Regardless of any personal affiliation, though, we share dueling identities as writers who happen to be Black and who also happen to not be straight. No matter how influential Black queer people have been to the pop cultural zeitgeist, all too often are we relegated to the sidelines. That is, if we’re even visible at all.

In both media and entertainment, Black folks are told that our stories are niche. We are told in ways both subtle and blunt that the hues of our skin make us automatically limited in who we can reach with our art. We are encouraged, if not commanded, to diminish who we are under the notion that we ought to be more accommodating of the dominant culture. The working theory is that is how we win. However, those same people we are pressed to appease rarely, if ever, bother to afford us the same consideration in their works.

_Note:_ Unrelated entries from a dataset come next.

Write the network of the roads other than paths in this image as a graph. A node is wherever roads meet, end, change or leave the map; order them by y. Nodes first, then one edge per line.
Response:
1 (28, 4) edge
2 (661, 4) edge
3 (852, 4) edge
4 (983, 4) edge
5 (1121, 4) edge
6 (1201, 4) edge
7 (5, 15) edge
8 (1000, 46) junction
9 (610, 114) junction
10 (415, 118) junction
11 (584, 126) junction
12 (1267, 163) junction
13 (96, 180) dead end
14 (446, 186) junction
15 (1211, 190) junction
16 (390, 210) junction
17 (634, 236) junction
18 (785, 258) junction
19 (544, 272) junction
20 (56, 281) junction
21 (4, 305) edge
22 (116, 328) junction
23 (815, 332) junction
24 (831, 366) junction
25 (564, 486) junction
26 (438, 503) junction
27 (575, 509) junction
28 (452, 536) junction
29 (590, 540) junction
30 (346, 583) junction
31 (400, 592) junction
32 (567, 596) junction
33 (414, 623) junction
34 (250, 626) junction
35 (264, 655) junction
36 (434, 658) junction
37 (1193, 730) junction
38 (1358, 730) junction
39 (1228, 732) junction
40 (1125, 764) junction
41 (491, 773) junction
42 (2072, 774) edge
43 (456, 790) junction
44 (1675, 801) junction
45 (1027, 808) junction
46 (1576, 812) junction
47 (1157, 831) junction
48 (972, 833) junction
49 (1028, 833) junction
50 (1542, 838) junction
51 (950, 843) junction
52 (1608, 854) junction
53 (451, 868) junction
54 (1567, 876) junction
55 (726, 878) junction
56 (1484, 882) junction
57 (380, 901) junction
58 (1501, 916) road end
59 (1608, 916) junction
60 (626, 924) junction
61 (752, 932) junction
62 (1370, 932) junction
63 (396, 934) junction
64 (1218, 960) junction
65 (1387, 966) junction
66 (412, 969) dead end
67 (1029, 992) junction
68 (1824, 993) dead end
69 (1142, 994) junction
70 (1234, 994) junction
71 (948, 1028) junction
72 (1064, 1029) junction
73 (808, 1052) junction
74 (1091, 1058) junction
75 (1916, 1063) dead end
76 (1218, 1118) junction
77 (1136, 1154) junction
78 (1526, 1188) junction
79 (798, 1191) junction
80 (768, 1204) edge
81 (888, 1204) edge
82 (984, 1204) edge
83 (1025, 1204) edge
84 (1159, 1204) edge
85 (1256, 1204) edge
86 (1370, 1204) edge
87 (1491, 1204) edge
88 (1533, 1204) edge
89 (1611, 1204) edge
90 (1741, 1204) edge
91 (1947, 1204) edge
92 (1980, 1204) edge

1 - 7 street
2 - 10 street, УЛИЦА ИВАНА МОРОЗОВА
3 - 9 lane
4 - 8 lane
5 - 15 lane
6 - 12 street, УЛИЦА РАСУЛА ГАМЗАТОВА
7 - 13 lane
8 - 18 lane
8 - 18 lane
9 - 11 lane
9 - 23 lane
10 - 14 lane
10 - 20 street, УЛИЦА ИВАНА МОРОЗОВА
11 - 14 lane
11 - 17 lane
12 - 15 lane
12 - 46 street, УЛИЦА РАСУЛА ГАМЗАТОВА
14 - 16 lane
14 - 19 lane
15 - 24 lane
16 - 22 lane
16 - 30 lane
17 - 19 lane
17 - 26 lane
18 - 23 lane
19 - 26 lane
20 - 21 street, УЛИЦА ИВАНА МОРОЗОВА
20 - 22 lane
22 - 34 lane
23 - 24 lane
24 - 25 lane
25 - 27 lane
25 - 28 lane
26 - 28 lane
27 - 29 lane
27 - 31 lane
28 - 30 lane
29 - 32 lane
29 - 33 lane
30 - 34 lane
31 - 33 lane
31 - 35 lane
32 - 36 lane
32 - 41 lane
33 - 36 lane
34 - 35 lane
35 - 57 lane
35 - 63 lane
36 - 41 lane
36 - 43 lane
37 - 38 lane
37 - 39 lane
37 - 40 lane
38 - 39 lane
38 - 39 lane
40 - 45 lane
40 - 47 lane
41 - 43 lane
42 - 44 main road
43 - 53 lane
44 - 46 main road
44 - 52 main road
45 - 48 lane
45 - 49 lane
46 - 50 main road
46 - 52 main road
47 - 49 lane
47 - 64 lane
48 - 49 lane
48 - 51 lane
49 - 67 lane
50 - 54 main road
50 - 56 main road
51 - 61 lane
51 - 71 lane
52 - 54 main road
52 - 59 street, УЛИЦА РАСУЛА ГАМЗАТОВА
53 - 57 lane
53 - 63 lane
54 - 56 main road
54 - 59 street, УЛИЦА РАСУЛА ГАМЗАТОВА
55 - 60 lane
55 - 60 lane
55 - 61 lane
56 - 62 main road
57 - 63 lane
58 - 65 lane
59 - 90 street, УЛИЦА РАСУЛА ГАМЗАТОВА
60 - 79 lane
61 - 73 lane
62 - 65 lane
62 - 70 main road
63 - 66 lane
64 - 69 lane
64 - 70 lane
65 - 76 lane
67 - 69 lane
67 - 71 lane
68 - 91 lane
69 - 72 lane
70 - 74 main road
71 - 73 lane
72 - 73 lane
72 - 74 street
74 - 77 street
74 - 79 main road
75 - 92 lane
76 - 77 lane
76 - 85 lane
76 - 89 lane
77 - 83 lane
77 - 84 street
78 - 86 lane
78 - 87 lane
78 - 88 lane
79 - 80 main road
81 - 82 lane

That’s what makes Lena’s win all the more joyous. In the “Thanksgiving” episode of Master of None, Lena wrote from her experience as a Black queer woman. There was no nod to the white gaze. There was no forced effort to tell her story in a way that suggests it speaks for all Black queer people. Lena got to simply just be, and by being so, made so many of us who share her experience feel seen. I wonder if I will ever reach the story of a happy ending with my mother that Lena did in that episode, but even if I fail to do so, I’m encouraged by the fact that there is a greater chance more of us get to tell our stories in a similar fashion.

While I am careful not to place so much reverence in institutions that traditionally don’t value non-white art as they should, I do salute them when they hold up to the values they purport to go by. It is a starting point worth acknowledging.

Speaking with The Daily Beast about her win, Lena said: “I want to create a show where a black gay woman is the lead, where she is the protagonist, she is the person whom we are following. That is still yet to be done. I have faith. I hope we can make it happen, we still don’t have that. We don’t have a show where a queer brown male person is the lead.”

It’s time for this to happen. May her win help make that show a reality already. It’s frustrating that it hasn’t happened already. That said, as maddening as it is, it’s also unsurprising.

Presently, I am consuming copious amounts of caffeine as I race to finish my forthcoming first book, I Can’t Date Jesus. As excited as I am about this journey and what’s to come once I finally share my story with the world, it is hard to shake how difficult it was to convince publishers that being Black and gay and not presenting a narrative of what they think that means, did not automatically make me a pariah to success. I’ve had editors, both Black and white alike, insinuate, if not flat out state, that daring to be both Black and gay make me a hard sell. My goal, simply put, is to prove each and every one of those motherfuckers wrong.

Lena’s win, much like Moonlight winning Best Picture at the Academy Awards earlier this year, is a reminder of the possibilities that small minded people with misguided prejudices feel are improbable. The experiences we have as Black lesbians, gays, bisexuals, transgender men and women, and those who identify as queer, questioning, intersex, asexual, agender, or aromantic are no less relevant or commercially viable as those cis gendered, straight, and white.

As Lena noted in her Emmy acceptance speech, “The things that make us different, those are our superpowers.” Now all we need is more chances to share our powers across the platforms they deserve to be displayed on. The more, the merrier; the sooner, the better.